Suba São Paulo Confessions (Six Degrees)
Caipiríssima: Batucada ElectRonica (Caipirinha Music)

São Paulo Confessions (Six Degrees)

Record Reviews

Suba

São Paulo Confessions (Six Degrees)

Caipiríssima: Batucada ElectRonica

(Caipirinha Music)

Midway through the dense jungle rhythms of Caipiríssima: Batucada Electonica, a spellbinding journey to the heart of Brazil's DJ cult(ure), "Pupila Dilatada" comes to life like a virus. Backward mastering gives way to a brainwave synth line overtaken by the six-minute-mile dance marathon pace of a rubboard-sounding percussive track studio processed to sound like an Atari game played on gravel. At first innocuous, it soon becomes insidious: DJ Shadow discovers São Paulo. Compiled by Béco Dranoff, responsible for the scorching Red Hot + Rio and Best of Os Mutantes, this 71-minute collection of mind-bending grooves catalogs an early Nineties movement that has achieved in its home state the same seminal relevance of bossa nova or Tropicália -- "Batucada Electronica." Opener "Central do Brasil" with its sleighbell beat and voodoo drive courtesy of acoustic drum sensation João Parahyba; DJ Dolores' second-line island beat-hop on "Monica No Samba (She Loves Drum 'n' Cavaco)"; the seven-minute acoustic shuffle of Amon Tobin's "Sub Tropic," with its echoing horn lines; New York-by-way-of-São Paulo jungleman DJ Soul Slinger's ghostly scratching on "Masterplan," whose prescient sample, "Neurological research finds that early music training can dramatically boost a children's brain power, building the kind of skills necessary to succeed in high level math and science," somehow quantifies Caipiríssima: organic sounds, synthetic processing. Not many tracks on Suba's São Paulo Confessions are as hypnotizing as "Pupila Dilatada," credited to Suba vs.

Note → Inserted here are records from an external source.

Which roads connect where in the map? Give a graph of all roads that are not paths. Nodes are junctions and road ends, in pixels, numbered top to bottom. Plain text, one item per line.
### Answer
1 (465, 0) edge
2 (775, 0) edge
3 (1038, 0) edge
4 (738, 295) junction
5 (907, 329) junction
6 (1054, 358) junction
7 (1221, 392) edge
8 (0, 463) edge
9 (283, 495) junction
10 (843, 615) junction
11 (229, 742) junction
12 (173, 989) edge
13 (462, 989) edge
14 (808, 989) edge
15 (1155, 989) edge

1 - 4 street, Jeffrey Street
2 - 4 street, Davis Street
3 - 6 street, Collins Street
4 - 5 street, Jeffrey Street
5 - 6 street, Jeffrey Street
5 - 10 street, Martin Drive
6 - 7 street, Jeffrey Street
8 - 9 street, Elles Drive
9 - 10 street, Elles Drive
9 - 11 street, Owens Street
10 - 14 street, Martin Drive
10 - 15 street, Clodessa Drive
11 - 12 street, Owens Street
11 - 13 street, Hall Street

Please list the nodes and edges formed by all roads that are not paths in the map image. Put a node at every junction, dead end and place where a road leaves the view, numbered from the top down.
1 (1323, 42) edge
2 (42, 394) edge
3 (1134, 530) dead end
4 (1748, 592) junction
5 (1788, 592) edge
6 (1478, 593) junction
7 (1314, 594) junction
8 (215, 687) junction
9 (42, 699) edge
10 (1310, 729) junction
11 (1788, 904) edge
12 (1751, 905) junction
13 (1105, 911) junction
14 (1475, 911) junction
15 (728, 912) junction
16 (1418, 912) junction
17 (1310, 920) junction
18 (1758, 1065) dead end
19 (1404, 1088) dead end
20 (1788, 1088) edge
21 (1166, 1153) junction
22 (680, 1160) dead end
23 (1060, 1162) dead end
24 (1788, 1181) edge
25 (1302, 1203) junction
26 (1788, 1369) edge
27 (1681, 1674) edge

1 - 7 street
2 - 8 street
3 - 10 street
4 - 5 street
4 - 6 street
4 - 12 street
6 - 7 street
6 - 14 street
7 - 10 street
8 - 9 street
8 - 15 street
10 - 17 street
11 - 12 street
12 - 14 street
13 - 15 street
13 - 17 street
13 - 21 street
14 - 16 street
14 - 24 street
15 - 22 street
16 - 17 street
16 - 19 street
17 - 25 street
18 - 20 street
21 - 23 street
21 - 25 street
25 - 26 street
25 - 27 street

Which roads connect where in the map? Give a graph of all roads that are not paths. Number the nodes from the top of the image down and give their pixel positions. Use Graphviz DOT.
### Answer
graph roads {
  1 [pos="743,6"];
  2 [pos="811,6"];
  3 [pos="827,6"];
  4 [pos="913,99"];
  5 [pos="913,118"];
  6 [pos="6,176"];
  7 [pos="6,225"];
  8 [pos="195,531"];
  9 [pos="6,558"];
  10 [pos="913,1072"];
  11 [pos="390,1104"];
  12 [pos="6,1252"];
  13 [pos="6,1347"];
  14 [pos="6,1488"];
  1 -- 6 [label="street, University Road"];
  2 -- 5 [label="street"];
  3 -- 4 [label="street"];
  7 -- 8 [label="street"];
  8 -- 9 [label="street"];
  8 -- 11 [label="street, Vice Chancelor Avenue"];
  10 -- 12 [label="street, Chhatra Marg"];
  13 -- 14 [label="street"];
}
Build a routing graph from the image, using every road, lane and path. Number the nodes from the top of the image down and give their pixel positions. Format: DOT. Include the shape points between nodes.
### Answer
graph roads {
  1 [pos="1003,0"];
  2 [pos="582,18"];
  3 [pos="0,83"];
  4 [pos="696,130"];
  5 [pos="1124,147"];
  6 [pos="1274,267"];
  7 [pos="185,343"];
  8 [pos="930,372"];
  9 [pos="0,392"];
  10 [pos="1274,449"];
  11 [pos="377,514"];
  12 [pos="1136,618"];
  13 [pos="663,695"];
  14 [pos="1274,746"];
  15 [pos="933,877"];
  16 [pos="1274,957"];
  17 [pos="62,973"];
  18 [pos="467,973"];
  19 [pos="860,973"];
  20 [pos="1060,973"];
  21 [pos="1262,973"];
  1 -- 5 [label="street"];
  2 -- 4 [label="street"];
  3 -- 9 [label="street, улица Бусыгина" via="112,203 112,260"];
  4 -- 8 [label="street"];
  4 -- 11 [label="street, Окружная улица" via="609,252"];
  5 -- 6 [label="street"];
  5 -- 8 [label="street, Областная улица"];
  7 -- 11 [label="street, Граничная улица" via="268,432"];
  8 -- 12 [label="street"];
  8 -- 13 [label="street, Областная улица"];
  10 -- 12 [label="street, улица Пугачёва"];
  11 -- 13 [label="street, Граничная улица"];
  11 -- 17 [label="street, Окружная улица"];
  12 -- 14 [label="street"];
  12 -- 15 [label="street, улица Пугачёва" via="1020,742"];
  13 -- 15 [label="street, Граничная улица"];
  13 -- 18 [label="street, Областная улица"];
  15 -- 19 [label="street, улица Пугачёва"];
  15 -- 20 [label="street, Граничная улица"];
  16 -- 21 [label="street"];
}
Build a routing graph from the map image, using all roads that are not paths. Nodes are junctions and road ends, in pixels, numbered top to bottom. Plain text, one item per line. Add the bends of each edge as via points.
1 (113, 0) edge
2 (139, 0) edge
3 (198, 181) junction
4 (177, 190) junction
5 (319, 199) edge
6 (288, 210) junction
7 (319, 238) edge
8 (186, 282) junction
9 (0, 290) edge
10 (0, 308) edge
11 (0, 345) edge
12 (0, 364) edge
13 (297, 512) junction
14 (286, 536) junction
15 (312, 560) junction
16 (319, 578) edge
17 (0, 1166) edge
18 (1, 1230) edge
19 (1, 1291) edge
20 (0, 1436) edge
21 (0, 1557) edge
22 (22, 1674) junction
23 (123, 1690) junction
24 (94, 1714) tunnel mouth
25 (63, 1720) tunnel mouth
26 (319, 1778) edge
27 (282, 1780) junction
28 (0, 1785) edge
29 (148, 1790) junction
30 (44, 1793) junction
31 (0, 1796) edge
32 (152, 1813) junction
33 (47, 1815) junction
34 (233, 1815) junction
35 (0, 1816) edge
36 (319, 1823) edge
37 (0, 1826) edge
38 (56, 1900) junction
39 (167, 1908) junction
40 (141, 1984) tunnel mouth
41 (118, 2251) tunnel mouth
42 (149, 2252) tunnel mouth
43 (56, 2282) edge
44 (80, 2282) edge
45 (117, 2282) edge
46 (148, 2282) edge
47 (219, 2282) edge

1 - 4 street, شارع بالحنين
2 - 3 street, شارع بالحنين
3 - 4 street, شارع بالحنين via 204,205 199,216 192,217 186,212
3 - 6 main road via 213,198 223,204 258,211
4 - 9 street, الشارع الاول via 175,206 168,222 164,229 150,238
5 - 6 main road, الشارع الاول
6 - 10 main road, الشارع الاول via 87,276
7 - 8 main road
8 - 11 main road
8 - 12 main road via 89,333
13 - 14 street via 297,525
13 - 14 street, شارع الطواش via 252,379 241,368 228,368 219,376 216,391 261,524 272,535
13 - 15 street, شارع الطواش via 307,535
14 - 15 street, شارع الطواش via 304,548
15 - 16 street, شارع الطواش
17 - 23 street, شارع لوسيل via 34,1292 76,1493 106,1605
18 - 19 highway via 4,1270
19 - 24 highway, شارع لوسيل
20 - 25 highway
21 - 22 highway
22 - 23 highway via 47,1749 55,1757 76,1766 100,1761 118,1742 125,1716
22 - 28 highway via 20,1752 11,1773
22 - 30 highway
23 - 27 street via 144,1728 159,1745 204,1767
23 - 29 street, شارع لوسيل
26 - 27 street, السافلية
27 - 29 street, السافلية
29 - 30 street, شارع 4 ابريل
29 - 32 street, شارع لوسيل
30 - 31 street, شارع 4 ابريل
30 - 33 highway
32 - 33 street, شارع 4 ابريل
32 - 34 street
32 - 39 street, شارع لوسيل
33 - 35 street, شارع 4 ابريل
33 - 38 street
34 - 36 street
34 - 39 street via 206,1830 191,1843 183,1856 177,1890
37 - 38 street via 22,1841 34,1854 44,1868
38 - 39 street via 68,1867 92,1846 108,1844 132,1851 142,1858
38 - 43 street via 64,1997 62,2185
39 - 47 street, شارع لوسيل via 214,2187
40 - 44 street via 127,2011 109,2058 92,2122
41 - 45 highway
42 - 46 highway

M.A.U., but the Croatian-turned-Paulista studio sorcerer scores on his album's latter half: "Antropofagos," with its course gate and stinging strings; the burping studio sensations and wah-wah throb of "Un Dia Comun"; and two João Parahyba collaborations, "Samba do Gringo Paulista" (Suba's nickname) and "A Noite Sem Fim," both of which inject beguiling six-string work. The disc's front-loaded first half -- dreamy diva soundscapes -- wanders into ambient Astrud Gilberto territory, but the three-decade-famous Suba, who died suddenly last fall, never wants for musical ideas and textures. "Think Blade Runner in the Tropics," writes Suba in an introductory note to São Paulo Confessions. Think Caipiríssima that soundtrack.